Playing with Lucine Musaelian in Intesa has always felt effortless, which is why we chose the name, meaning ‘understanding’ in Italian. It’s been a joy to find a musical collaborator who is so open to trying things and with whom I feel so aligned. The fact that we create all our own arrangements allows us near endless freedom in our programming choices, enabling us to explore all the music we love most, from 10th-century Armenian chants to Radiohead.
Intesa Duo | Komitas: Keler tsoler (Armenian folksong, arr. Lucine Musaelian)
As a duo, it can be difficult to find schemes and funding opportunities which cater to such a small group, but we’ve found that audiences respond very enthusiastically to what we do, and we’ve been very lucky to receive valuable advice and support from people who really believe in our project.

With Intesa, you seek to tell stories in your performances through cultivating historical performance practice in a contemporary context. Can you tell us more?
We love finding connections between pieces and drawing together separate narrative threads from different traditions. We’re currently exploring the Italo-Armenian connection through the island of San Lazzaro degli Armeni in Venice. The island has been home to an Armenian monastery since 1717, where monks studied and transcribed ancient Armenian chant and folk music.

We also integrate folk music that was transcribed by Komitas Vartapet (1869–1935), an Armenian musicologist, composer, and priest who visited the monastery in 1907. Venice was, of course, one of the main hubs for musical performance and publishing in the 16th and 17th centuries, and home to perhaps the most famous baroque woman performer (including self-accompaniment!) and composer: Barbara Strozzi.
Intesa programmes are centred around the art of self-accompaniment across different genres. This is really fascinating – can you tell us more about these traditions?
Our approach to self-accompaniment is partly inspired by the historical figure Tarquinia Molza (1542–1617), who was a musician, writer, and lady-in-waiting in the 1580s Ferrarese court. Molza, who was involved with the Concerto delle donne (lit. ‘Consort of Ladies’), was known for her ability to sing highly virtuosic and improvised diminutions while accompanying herself on the viol.

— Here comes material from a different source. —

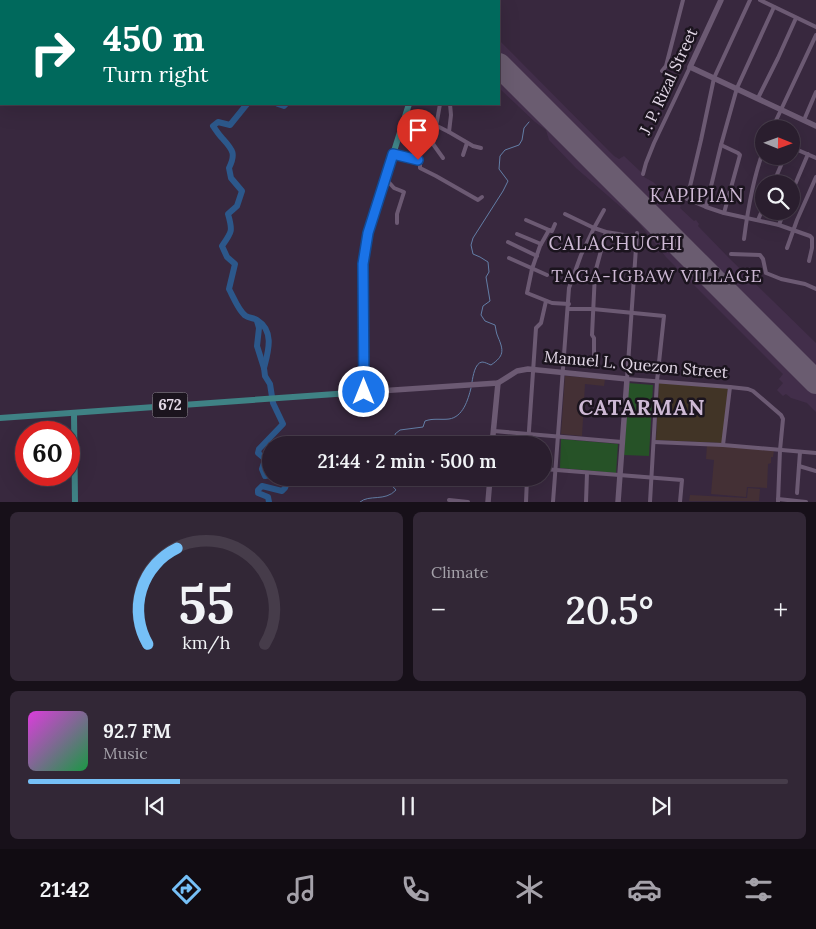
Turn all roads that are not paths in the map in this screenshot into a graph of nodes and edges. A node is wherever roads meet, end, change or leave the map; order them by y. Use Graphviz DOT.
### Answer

We strive to emulate this originality and intimate form of storytelling in our arrangements and performances. Lucine has an Armenian background, and her approach to self-accompaniment is also inspired by the ashugh traditions of storytelling through song with the accompaniment of the kamancha: a popular string instrument in the Middle East that rests on the lap of the performer.
You founded the Vilalte Music Festival, which takes place annually in southern France, in 2014. How did that come about, and how does running a festival fit into your career?
The festival takes places in a very rural and remote area in the French Pyrenees, it’s the perfect environment to gather my favourite musicians and play some chamber music together!

We perform in local villages, some of which only have about 200 inhabitants, and it’s wonderful to hear the audiences’ reaction to music they may have rarely, if ever, heard before. I’d like to expand beyond the performance aspect and have an education branch to the festival in the future, focusing on early music, improv, and self-accompaniment. Watch this space!